Friday, December 04, 2009

Fennel Pork Chops

Since pork started being billed as "the other white meat" pigs have been bred to have less and less fat, making pork a mostly useless food. Food without fat has no flavor. Luckily Mario Batali did this recipe on his show on Food TV a few years back, and I've been making it ever since. It allows dreadful lean pork chops to be moist, tender, and flavorful by braising them.

I like to serve it with broccoli. The French won't eat broccoli, instead feeding it to their pigs, which is why I like to pair it with these pork chops. What's the deal with the French and food. Just steam the broccoli, add some red pepper flakes and drizzle with good olive oil.

This is good Italian food that couldn't be simpler or more true to the ingredient-first philosophy of Italian cooking.

Fennel Pork Chops

1 head fennel
2 thick cut, bone-in pork chops
fennel seed
1 bottle dry italian white wine
flour (optional)

Heat your oven to 350-400 degrees, whatever temperature your oven braises well at. This will be uncovered, so I use 400.

Slice the fennel bulb about 1/4 thick. Keep the stalks and feathery bits, unsliced.

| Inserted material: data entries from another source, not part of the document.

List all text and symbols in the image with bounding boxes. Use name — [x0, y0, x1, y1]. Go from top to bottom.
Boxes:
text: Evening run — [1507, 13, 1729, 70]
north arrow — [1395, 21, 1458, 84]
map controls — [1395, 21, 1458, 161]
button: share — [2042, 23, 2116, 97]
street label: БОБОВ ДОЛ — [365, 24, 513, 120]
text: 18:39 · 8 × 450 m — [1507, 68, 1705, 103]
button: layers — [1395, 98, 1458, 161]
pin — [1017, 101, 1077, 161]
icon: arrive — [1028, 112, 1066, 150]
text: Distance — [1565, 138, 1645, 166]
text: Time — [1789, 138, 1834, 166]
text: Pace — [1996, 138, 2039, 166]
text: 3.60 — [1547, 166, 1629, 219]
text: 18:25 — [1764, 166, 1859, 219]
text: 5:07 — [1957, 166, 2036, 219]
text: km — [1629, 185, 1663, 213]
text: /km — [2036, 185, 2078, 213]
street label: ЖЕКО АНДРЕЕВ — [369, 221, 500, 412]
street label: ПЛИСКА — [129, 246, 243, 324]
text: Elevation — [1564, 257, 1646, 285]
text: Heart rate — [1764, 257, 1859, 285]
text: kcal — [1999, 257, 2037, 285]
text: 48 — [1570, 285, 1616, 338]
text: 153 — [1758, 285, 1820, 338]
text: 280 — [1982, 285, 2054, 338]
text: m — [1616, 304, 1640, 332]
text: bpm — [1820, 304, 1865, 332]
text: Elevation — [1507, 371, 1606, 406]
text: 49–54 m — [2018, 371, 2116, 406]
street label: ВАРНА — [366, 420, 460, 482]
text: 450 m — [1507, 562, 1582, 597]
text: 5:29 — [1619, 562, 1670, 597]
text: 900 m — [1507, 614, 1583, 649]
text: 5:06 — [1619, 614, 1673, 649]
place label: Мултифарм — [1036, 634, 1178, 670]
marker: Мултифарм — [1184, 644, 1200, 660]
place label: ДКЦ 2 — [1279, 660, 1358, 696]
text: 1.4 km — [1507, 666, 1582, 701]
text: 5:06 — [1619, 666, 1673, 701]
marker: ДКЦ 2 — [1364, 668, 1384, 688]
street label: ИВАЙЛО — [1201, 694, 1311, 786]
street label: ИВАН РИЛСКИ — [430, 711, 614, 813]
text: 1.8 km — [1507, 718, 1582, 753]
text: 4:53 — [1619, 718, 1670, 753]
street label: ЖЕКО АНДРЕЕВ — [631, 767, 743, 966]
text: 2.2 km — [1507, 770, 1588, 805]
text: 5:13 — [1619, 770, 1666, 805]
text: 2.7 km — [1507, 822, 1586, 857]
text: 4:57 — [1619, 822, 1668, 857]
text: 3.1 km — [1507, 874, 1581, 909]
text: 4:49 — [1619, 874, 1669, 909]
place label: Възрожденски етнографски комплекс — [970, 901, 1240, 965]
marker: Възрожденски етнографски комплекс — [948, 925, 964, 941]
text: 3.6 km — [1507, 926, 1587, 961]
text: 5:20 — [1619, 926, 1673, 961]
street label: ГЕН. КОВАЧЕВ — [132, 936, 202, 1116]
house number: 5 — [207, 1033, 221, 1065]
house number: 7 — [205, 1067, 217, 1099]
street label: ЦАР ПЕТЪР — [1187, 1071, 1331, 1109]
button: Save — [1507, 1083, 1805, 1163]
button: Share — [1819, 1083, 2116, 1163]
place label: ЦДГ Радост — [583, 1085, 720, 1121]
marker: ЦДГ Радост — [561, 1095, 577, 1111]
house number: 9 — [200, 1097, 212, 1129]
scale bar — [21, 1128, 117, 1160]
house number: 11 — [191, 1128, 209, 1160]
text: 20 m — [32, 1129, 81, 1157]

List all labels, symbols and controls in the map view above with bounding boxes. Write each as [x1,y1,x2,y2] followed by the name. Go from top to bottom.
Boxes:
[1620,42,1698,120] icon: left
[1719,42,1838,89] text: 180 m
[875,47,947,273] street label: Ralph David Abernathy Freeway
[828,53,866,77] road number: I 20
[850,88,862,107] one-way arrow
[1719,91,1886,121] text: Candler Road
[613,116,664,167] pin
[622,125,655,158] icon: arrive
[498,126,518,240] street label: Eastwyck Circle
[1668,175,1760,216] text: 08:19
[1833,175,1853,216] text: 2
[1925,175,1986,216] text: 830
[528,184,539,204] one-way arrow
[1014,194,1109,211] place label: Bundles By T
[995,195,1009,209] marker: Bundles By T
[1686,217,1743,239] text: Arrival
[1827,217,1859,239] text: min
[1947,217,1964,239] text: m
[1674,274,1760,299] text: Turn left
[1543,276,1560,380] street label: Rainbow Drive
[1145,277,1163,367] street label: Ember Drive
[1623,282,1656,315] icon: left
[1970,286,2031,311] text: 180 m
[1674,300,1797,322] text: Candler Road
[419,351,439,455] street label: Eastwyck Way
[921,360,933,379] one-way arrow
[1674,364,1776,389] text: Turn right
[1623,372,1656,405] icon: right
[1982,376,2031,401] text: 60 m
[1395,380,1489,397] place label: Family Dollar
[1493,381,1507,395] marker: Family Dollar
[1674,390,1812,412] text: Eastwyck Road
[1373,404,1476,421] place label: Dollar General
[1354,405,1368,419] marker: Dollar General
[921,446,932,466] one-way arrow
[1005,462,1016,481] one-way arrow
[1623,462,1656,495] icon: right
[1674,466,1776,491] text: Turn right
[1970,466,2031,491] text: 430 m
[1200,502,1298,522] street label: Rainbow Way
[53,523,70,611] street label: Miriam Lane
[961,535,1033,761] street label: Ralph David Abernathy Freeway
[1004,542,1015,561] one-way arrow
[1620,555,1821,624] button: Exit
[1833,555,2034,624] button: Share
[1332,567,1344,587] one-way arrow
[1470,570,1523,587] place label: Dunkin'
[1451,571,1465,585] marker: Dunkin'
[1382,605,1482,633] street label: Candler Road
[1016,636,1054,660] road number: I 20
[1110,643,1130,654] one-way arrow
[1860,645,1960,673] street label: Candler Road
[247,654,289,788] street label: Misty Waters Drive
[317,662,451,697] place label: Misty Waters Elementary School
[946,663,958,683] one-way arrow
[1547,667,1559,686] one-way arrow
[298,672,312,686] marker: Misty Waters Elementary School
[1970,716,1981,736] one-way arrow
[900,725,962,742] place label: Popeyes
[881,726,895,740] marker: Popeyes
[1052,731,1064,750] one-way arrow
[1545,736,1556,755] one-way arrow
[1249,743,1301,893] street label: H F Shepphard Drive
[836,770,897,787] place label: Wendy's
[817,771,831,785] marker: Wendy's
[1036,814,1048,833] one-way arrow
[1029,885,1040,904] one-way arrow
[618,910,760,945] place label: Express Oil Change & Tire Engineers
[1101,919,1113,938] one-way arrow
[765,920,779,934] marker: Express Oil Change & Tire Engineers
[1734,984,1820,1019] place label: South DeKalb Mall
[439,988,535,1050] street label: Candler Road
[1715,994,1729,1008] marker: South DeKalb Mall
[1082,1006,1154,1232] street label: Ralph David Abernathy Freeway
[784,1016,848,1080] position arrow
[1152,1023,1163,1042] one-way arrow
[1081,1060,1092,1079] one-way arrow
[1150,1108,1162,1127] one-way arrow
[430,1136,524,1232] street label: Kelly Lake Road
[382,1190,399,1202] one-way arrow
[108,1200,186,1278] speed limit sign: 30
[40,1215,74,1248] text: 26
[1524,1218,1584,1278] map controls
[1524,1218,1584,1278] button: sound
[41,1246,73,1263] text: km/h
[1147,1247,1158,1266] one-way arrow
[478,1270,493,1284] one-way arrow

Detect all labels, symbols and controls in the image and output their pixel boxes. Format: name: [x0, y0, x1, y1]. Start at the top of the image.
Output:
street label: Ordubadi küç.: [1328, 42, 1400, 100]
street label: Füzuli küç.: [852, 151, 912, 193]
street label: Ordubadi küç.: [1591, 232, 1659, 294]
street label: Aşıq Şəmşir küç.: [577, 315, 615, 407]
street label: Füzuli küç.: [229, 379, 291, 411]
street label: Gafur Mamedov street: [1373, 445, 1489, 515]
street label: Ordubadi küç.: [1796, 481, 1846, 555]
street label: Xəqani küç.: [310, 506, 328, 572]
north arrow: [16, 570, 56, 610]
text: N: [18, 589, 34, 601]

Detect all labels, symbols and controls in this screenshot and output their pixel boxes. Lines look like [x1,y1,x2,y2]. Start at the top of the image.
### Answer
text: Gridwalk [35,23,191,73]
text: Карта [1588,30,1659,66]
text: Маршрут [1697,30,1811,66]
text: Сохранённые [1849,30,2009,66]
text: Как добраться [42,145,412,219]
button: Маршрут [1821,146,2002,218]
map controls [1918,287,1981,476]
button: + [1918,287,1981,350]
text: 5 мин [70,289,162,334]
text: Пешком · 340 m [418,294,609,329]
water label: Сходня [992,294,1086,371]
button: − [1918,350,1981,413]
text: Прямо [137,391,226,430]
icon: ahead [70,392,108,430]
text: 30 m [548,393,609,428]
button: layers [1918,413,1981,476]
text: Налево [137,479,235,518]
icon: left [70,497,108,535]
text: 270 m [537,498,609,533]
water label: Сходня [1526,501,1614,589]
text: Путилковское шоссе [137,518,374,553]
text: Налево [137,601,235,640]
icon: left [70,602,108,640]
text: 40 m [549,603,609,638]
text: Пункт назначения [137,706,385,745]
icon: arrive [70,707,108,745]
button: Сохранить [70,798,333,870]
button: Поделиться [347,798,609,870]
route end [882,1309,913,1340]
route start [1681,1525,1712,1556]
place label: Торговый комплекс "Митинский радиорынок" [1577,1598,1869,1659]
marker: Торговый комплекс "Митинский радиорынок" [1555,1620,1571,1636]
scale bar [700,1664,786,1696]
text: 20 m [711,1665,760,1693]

Season chops with salt and pepper

Dredge the chops in flour (optional)

Press liberal amounts of the fennel seed into the pork chops on both sides. They will just stick to the surface. Saute the chops in a large pan until well browned on both sides. Don't under-do this step.

Add enough white wine to the pan so that the chops are shoulder high in wine, nearly but not covered. Add the sliced fennel. Put the feathers and stalks on top of the chops. Put it in the oven to braise.

Give it enough time in the oven for the wine to reduce by about 2/3, but don't let the chops dry out. The chops should be moist and very tender. Discard the fennel stalks and feathers. Serve the fennel bulb strewn on the chops, and use the braising liquid as a sauce just as it is.